Lemelerveld (also: Sukerbietndorp) is a village in the municipality of Dalfsen in the province of Overijssel, Netherlands. The village developed around a sugar beet factory.

==History==
The area around Lemelerveld used to consist of wild moorlands and was nearly uninhabited except for some shepherds and the occasional poacher. In 1854, the peat excavation village of Dalmsholte was established. Nearby, at the intersection of the canal from Zwolle to Almelo with the canal from Raalte and Deventer, a sugar beet factory was constructed in 1865. The factory attracted a large work force, and a village developed which was colloquially called "Sukerbietndorp" (Sugar beet village). In 1874, a Catholic church and monastery was founded in the village.
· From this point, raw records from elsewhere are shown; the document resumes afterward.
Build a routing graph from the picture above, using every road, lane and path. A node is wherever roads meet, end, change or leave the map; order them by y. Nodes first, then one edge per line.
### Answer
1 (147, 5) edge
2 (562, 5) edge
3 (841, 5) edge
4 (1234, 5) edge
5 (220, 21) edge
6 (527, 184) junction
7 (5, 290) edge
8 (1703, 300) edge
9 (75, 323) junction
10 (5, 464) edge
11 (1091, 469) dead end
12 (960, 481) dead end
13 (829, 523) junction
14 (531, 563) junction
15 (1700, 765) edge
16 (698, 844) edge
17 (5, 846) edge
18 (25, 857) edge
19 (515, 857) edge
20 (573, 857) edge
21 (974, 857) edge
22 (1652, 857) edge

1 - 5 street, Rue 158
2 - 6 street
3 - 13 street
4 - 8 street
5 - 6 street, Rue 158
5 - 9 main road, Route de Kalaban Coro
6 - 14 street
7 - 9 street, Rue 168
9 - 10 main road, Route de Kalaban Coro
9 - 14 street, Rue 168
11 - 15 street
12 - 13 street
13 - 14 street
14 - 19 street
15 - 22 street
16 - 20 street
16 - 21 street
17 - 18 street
The monastery was demolished in 1986. In 1899, it was first called Lemelerveld, and means "field near Lemele".

On 25 November 1944, a weapons stash of the Dutch resistance was discovered in the attic of the Dutch Reformed Church. Minister Vogelaar managed to escape and hide. The church was closed by the German authorities. Vogelaar survived the war, and returned to his church. In 2010, a monument was revealed near the church.
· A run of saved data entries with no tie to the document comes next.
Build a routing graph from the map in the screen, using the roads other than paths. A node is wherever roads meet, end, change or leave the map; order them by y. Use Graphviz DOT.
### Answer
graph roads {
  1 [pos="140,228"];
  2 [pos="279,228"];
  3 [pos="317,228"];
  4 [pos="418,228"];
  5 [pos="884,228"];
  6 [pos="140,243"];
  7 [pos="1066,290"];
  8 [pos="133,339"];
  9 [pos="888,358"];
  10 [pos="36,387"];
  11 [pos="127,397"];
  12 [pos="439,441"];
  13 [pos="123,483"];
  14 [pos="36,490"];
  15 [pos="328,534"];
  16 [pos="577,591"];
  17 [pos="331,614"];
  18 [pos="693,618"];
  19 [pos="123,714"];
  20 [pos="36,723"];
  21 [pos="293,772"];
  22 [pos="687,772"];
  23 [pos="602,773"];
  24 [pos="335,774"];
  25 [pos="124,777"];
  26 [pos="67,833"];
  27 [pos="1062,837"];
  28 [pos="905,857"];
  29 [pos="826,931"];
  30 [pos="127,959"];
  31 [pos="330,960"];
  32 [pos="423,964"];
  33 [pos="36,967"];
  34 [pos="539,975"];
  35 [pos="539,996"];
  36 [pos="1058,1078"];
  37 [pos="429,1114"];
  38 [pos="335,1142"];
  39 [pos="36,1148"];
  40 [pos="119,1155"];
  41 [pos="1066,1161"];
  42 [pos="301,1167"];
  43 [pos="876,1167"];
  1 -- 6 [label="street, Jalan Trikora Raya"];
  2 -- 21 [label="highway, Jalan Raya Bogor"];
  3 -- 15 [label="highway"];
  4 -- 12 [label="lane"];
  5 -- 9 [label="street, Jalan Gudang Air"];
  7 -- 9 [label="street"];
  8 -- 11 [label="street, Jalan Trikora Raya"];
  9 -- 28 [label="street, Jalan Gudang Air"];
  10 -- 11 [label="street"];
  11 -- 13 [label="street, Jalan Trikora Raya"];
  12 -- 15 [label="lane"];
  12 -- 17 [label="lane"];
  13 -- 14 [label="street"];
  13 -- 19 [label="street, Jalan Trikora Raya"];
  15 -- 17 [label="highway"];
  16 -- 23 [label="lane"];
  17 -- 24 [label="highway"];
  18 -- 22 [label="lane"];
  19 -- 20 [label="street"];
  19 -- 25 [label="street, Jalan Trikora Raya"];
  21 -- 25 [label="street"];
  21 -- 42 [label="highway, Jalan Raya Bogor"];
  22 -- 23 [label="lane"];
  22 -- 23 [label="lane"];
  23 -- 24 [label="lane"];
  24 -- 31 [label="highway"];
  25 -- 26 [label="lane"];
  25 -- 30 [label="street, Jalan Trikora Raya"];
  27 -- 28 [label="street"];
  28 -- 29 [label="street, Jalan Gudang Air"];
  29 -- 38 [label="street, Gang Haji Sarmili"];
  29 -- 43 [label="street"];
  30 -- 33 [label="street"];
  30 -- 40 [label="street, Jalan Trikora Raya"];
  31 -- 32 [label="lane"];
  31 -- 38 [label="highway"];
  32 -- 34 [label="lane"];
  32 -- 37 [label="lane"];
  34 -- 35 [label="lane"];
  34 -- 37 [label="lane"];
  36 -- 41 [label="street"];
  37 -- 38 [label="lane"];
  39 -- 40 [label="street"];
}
Lemelerveld used to be split in the municipalities of Dalfsen, Ommen, Heino, and Raalte. In 1992, the Provincial Council of Overijssel wanted to move all parts in one municipality, and called a referendum. The majority of the population of Lemerveld voted to maintain the status quo, and the merger was cancelled. In 1997, all parts of Lemelerveld were merged into Dalfsen. In 1999, a monument was revealed at the point where all four municipalities used to meet.

== Salland Airstrip ==
Salland Airstrip is a little airfield near Lemelerveld which is owned by Aero Club Salland and used for training and recreational flying. It has a 1,200 m grass runway. A radar installation is located at the airstrip.

== Nature ==
The nature area Lemelerberg is located near the village. It is a 78 m high remnant of the Ice Age, and was considered too dry and poor for cultivation. It was used by shepherds which resulted in a large heath area.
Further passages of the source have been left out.